A common saying among geologists is ‘the present is the key to the past.’ Meaning what we observe today is likely the way it has always been for all time. It is essentially slow and gradual (with a catastrophe like an earthquake or a tsunami here or there) but, overall, slow and steady natural processes. This is called a uniformitarian view. Uniformitarian views apply today to most all geologic, fossil, and radiometric data.

By contrast, catastrophism is a doctrine that sees present-day rates as vastly insufficient supporting evidence for the geologic, fossil, or radiometric data. This view finds present-day processes occurring at significantly slower rates than those observed during past catastrophic events of the past.

An excellent example that stands in contrast to uniformitarianism is observing and measuring the erosion rate at Niagara Falls and Mount Saint Helen’s.

Data shows that uniformitarian views do not support Niagara Falls because it erodes at about one foot per year. This rapid erosion rate proposes a puzzle from the uniformitarian perspective because The Falls are too young to have continuously eroded at this observed rate since the Ice Age. Additionally, current natural processes do not answer how all the water pounding through The Falls came into being. Current precipitation rates and river accumulations do not account for all this freshwater. Rains or rivers do not replenish this massive body of water that makes up the Great Lakes, and the Falls freshwater is a runoff on an enormous scale.

Niagara Falls erosion rate too fast for uniformitarian timelines.

From the catastrophic perspective, many elements of Niagara Falls suggest a past catastrophe.
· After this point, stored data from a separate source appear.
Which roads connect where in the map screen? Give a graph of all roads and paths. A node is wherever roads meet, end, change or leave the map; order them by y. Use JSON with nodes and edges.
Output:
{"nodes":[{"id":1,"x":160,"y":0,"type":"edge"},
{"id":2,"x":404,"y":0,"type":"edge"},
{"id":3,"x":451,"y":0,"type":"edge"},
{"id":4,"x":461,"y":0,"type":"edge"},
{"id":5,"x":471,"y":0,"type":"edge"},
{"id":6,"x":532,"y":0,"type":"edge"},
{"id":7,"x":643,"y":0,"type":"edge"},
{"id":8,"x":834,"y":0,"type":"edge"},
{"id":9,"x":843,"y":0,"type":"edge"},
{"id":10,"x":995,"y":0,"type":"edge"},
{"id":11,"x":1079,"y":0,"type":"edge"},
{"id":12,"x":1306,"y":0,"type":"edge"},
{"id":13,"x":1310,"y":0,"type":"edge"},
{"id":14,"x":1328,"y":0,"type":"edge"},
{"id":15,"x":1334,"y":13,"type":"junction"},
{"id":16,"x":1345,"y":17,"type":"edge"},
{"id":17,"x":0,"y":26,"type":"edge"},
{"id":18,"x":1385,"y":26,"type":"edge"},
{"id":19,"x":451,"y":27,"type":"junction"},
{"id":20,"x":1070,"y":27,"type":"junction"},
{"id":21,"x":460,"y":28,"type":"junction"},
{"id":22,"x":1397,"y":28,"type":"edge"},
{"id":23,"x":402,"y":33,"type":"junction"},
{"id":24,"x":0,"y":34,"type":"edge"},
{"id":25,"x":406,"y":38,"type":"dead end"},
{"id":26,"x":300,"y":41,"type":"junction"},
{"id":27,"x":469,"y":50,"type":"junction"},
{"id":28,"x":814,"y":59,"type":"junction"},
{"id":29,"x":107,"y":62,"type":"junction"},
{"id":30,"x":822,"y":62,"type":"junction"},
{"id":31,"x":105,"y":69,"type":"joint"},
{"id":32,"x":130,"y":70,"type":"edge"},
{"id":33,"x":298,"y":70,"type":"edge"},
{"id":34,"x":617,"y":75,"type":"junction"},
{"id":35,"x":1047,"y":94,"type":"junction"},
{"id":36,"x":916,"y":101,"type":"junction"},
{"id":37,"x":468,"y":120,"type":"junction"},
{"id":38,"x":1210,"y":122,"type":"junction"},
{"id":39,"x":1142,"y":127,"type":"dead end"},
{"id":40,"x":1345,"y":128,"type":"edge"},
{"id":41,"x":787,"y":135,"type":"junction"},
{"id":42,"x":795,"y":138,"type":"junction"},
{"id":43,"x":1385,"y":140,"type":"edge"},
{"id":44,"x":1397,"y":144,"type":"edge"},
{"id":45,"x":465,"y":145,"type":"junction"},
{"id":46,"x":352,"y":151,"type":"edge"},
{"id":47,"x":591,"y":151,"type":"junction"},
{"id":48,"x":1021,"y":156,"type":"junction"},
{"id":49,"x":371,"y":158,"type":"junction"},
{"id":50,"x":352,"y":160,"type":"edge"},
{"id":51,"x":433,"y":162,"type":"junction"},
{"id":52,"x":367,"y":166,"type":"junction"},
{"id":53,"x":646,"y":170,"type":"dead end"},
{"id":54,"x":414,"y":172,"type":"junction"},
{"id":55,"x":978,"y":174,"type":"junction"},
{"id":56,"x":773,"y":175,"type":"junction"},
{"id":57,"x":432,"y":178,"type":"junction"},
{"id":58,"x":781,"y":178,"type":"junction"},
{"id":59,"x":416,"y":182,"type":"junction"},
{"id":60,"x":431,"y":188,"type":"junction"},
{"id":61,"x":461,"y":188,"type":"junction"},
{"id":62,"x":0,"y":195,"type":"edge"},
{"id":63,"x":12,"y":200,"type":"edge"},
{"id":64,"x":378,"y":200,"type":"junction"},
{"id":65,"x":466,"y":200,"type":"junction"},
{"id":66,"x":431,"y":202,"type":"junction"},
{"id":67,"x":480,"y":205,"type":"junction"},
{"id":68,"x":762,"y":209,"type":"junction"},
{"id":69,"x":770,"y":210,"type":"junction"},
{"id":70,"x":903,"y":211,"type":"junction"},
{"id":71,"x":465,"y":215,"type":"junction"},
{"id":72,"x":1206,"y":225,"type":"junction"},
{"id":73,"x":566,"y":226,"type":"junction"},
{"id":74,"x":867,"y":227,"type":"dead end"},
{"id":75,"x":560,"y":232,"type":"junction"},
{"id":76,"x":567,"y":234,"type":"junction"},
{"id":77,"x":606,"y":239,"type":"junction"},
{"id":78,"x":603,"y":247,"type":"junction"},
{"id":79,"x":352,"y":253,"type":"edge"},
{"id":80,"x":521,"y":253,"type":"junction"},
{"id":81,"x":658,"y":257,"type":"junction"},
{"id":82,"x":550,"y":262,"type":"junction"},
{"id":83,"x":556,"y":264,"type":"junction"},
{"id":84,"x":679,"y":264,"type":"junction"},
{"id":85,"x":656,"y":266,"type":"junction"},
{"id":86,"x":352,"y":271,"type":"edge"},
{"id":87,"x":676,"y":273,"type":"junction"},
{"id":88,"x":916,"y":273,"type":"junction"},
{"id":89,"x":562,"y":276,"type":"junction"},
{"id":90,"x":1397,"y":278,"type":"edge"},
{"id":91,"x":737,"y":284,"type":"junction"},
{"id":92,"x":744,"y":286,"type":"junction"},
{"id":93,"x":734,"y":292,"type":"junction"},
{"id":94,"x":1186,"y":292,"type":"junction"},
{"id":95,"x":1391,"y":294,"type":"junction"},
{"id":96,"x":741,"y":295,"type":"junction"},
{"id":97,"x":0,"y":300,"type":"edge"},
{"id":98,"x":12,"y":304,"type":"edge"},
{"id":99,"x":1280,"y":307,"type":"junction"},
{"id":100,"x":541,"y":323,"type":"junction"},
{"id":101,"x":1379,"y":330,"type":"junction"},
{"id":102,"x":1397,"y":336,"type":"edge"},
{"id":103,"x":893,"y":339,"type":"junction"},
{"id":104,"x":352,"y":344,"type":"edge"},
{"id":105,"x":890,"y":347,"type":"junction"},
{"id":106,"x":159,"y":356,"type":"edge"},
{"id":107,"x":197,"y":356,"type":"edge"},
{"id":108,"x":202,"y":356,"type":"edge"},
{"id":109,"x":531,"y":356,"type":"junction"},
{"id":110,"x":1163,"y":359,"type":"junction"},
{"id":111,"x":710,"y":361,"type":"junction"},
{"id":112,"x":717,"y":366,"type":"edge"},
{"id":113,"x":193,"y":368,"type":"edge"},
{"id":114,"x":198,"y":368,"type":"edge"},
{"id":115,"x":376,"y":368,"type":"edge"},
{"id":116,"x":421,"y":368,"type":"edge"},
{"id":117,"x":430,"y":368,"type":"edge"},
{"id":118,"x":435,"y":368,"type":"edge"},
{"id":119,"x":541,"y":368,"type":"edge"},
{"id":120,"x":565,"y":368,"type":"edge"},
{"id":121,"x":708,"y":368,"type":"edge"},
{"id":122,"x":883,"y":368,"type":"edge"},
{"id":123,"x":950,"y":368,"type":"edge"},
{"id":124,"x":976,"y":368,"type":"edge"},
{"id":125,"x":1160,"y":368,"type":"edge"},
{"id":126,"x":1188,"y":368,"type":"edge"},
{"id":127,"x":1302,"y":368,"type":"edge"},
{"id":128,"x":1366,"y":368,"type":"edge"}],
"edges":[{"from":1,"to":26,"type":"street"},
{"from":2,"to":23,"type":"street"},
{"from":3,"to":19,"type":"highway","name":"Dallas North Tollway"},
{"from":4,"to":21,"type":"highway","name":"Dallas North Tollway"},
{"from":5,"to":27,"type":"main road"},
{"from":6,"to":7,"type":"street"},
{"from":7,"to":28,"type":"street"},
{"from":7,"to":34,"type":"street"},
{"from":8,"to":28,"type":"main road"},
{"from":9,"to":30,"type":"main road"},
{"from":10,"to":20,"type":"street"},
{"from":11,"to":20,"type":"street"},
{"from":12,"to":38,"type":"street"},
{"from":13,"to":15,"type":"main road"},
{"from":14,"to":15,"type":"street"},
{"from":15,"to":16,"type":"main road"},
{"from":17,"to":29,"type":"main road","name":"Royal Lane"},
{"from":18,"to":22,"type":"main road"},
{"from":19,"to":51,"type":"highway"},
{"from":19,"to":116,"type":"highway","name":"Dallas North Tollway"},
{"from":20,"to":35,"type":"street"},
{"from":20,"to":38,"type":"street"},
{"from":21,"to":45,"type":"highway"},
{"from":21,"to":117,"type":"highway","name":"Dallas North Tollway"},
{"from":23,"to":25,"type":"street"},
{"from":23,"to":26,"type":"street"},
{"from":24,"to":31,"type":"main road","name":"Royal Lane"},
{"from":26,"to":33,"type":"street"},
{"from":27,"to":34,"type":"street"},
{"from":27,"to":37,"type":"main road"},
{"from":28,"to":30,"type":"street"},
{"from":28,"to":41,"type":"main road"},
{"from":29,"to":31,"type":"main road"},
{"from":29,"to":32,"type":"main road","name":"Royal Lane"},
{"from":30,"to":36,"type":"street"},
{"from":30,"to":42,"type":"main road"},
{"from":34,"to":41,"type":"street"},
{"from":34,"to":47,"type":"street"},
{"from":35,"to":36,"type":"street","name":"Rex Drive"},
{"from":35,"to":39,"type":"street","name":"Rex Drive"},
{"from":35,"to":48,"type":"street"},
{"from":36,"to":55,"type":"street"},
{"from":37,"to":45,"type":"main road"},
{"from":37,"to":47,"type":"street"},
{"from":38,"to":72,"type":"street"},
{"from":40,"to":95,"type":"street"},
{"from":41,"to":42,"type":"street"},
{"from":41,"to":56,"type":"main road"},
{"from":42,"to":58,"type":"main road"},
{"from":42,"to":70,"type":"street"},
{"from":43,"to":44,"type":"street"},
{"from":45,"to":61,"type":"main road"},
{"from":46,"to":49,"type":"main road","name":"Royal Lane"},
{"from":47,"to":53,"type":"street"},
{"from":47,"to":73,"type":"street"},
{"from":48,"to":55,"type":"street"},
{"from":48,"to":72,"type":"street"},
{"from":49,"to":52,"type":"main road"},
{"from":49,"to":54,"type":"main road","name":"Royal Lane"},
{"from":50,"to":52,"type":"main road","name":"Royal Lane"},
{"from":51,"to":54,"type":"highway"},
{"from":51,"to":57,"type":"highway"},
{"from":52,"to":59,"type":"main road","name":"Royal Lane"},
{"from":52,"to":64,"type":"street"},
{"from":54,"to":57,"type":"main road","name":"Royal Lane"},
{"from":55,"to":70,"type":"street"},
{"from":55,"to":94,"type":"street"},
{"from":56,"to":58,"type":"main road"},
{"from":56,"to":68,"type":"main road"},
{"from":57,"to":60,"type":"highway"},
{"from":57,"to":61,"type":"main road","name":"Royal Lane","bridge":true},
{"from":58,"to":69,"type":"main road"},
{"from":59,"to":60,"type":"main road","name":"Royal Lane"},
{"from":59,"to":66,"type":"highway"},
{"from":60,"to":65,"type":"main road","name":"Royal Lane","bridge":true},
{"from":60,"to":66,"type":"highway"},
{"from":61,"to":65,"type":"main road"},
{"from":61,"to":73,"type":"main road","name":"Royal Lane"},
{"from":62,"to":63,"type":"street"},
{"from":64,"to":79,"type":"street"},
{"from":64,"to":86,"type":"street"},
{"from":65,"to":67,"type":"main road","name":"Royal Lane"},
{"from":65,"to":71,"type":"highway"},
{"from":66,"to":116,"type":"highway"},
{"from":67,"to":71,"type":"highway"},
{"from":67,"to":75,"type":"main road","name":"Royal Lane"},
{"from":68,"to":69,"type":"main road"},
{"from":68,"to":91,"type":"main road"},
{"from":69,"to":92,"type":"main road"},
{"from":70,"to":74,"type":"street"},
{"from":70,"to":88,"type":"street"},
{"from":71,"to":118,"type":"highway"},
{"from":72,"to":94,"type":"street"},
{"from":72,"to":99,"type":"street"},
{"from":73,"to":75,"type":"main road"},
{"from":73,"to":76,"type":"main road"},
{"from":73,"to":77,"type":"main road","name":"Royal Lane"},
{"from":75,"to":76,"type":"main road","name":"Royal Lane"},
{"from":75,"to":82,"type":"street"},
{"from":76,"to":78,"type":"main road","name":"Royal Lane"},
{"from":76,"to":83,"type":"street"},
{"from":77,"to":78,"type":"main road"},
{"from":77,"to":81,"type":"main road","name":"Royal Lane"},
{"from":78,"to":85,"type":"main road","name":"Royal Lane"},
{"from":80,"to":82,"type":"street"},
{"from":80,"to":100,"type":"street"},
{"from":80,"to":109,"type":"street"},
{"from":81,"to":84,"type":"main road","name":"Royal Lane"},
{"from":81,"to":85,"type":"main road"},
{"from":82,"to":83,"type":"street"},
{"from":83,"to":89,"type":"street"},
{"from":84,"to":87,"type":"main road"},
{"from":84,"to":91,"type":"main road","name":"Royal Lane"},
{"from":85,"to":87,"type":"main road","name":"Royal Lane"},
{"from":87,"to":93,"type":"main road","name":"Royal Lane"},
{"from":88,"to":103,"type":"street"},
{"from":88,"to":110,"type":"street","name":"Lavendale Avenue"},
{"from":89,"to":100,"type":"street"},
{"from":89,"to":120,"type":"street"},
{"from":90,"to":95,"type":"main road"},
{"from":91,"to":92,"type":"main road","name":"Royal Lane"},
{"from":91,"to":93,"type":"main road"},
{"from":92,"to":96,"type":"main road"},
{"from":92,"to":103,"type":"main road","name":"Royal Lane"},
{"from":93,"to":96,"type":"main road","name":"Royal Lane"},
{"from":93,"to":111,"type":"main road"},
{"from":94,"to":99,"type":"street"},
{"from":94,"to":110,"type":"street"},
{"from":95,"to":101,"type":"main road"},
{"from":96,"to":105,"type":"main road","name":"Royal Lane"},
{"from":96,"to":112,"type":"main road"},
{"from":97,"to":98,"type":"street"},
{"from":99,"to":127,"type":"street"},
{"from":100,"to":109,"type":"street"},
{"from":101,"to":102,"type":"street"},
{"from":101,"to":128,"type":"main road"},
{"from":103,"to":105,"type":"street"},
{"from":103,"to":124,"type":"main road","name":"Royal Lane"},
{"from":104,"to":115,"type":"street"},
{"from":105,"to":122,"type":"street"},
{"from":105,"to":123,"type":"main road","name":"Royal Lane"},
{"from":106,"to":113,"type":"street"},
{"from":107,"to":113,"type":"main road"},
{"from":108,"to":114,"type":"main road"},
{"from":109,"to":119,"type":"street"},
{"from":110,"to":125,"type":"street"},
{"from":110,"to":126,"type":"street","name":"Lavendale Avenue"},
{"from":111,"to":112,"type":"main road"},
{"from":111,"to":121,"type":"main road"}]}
The destructive view would expect to find erosion rates as observed today. There is so much water crushing through Horseshoe Falls that it is estimated that the total water still held within the Lakes would cover the entire continent of North American by more than three feet deep.

However, this water is not being replenished- why is it there? Where did it come from? It is thought that the great lakes are remnants of the ice age. Scientists further speculate that the Falls will be completely dry at current runoff rates in only about 2,000 years.

Mount Saint Helens

Mount Saint Helens May 18, 1980

Mount Saint Helen’s erupted in a massive volcanic explosion at 8:32 AM Sunday on May 18, 1980. Thereby effectively becoming an active laboratory for observable catastrophism. This event transformed many scientists’ uniformitarian views as they witnessed and recorded (on video) badlands of solid rock eroding over mere days. Rapid erosion carved massive canyons hundreds of feet deep in a single day, while sedimentary layers were laid over twelve five feet thick in an afternoon. Over two years, this erosion cut solid rock and formed a new canyon dubbed “The Little Grand Canyon,” although much smaller than The Grand Canyon, its similarity from an Arial view was striking.

Three separate eruptions produced sedimentary layers hundreds of feet thick. One of these eruptions was at hurricane velocity; it produced thousands of thin lamination up to twenty-five feet thick—all with highly refined layers. The third and final eruption of this catastrophe involved a lava flow. This flow became a hot mudflow that pressed crossed the Toutle River. This hot mudflow etched through the river and carved out seventeen miles of canyons as deep as one hundred and forty feet. This lava flow completed this in a matter of hours. Today this seventeen-mile canyon is called the “Little Grand Canyon of the Toutle River,” strikingly similar to the Grand Canyon.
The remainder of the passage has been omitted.